An application version has a fixed working set size. This can be specified as app_version.working_set. If not, and there is an active task for that app version, active_task.working_set_size is used. Otherwise it defaults to 0.

The availability of the projects (i.e. the periods when scheduler RPCs succeed) is modeled with two parameters: the duration of available periods are exponentially distributed with the given mean, and the unavailable periods are exponentially distributed achieving the given available fraction. The availability of a project can be specified as project.available; otherwise it is always available.

The algorithm for simulating a scheduler RPC to project P is:

while need more work
   X = list of P's apps with versions for requested resources
   if X is empty
      break
   choose an app A from X, randomly based on weights
      V = version that uses requested resources and has highest FLOPS
      J = generate job
      if J is feasible
         update request
      else
         infeasible_count++
         if infeasible_count == 10
            break

The available periods (i.e., when BOINC is running) and the idle periods (i.e. when there is no user input) are modeled as above.

global_prefs.xml

format described here.

cc_config.xml

format described here.

Building and running the simulator

The simulator can be built with 'makefile_sim' on Unix or the 'sim' project on Windows. The usage is:

sim [--duration X] [--delta X] [--server_uses_workload] [--dirs d1 ...]

--duration

simulate this much time.

--delta

time step of simulation.

--server_uses_workload

servers take existing workload into account when deciding whether to send jobs.

--dcf_dont_use

Duration correction factor (DCF) is one.

--dcf_stats

Use formula for DCF based on completion time mean/stdev.

--dirs d1 ...

chdir into each of the given directories, and runs a simulation based on the input files there. Prints summaries of each one separately, and a total summary.

Output files

The simulator creates several output files:

index.html: an index of other files

log.txt: This is the message log (same as would be generated by the client). Its contents are controlled by cc_config.xml.

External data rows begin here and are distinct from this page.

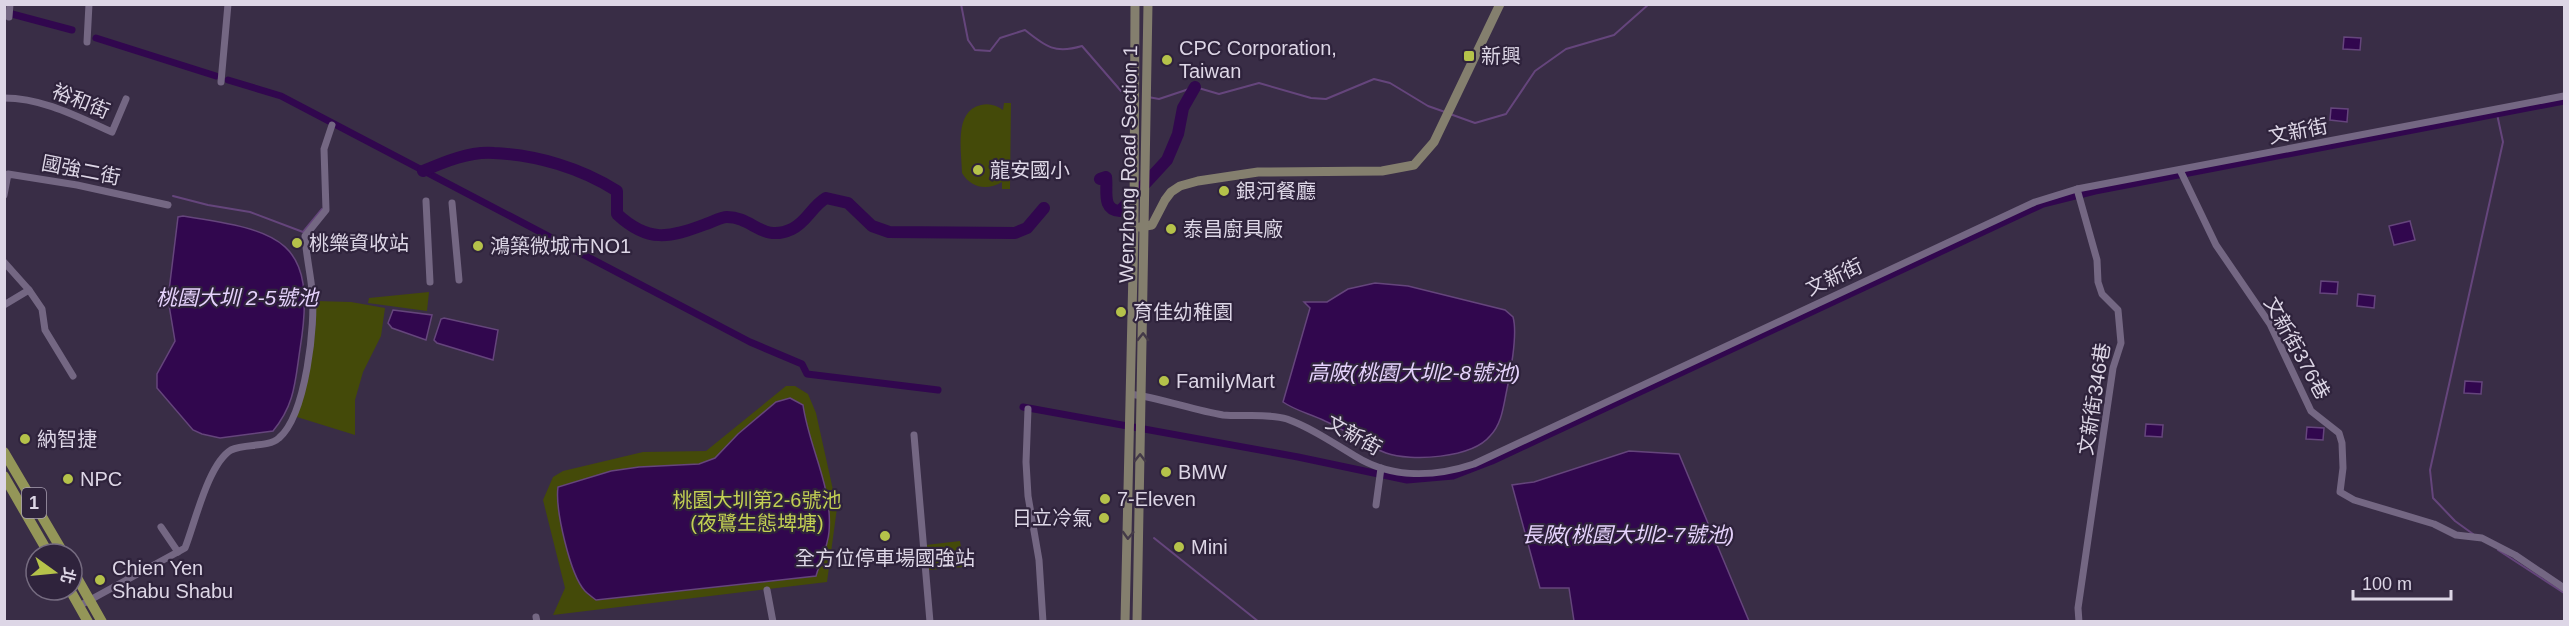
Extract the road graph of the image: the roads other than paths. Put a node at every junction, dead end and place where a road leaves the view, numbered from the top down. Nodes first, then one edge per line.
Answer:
1 (10, 4) edge
2 (89, 4) edge
3 (228, 4) edge
4 (1135, 4) edge
5 (1148, 4) edge
6 (1500, 4) edge
7 (9, 17) dead end
8 (87, 42) dead end
9 (221, 82) dead end
10 (2565, 96) edge
11 (4, 98) edge
12 (126, 99) dead end
13 (332, 125) dead end
14 (2180, 170) junction
15 (2079, 194) junction
16 (4, 195) edge
17 (426, 201) dead end
18 (452, 203) dead end
19 (168, 205) dead end
20 (1134, 223) junction
21 (1145, 228) junction
22 (4, 262) edge
23 (459, 280) dead end
24 (430, 282) dead end
25 (29, 290) junction
26 (4, 305) edge
27 (73, 376) dead end
28 (1130, 394) junction
29 (1142, 395) junction
30 (1028, 409) dead end
31 (914, 435) dead end
32 (4, 452) edge
33 (1381, 472) junction
34 (4, 476) edge
35 (1376, 505) dead end
36 (1134, 511) junction
37 (161, 527) dead end
38 (42, 542) edge
39 (56, 542) edge
40 (178, 552) junction
41 (2565, 588) edge
42 (84, 590) edge
43 (768, 590) dead end
44 (90, 600) junction
45 (77, 602) edge
46 (79, 606) junction
47 (88, 621) edge
48 (102, 621) edge
49 (773, 621) edge
50 (930, 621) edge
51 (1043, 621) edge
52 (1125, 621) edge
53 (1137, 621) edge
54 (2079, 621) edge

1 - 7 street
2 - 8 street
3 - 9 street
4 - 20 street, Wenzhong Road Section 1
5 - 21 street, Wenzhong Road Section 1
6 - 21 street
10 - 14 street, 文新街
11 - 12 street, 裕和街
13 - 40 street
14 - 15 street, 文新街
14 - 41 street, 文新街376巷
15 - 33 street, 文新街
15 - 54 street, 文新街346巷
16 - 19 street, 國強二街
17 - 24 street
18 - 23 street
20 - 21 street
20 - 28 street, Wenzhong Road Section 1
29 -> 21 street, Wenzhong Road Section 1
22 - 25 street
25 - 26 street
25 - 27 street
28 - 29 street, 文新街
28 - 36 street, Wenzhong Road Section 1
29 - 33 street, 文新街
36 -> 29 street, Wenzhong Road Section 1
30 - 51 street
31 - 50 street
32 - 39 main road, 1
33 - 35 street
34 - 38 main road, 1
36 -> 52 street
36 - 53 street
37 - 40 street
40 - 44 street
42 - 44 main road
43 - 49 street
44 - 46 street
44 - 48 main road
45 - 46 main road
46 - 47 main road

time_line.html: When viewed in a web browser, a 'time line' showing what's running when.

summary.xml: Contains four performance metrics:

wasted_frac

Of the total CPU time, the fraction spent computing results that missed their deadline.

idle_frac

Of the total CPU time, the fraction spent not computing.

share_violation

A measure (0 to 1) of how badly resource shares were violated.

monotony

A measure (0 to 1) of how long a single project used all CPUs (so that user would see only that project on their screensaver, and get bored).

In addition, information is printed about the per-project CPU time and waste.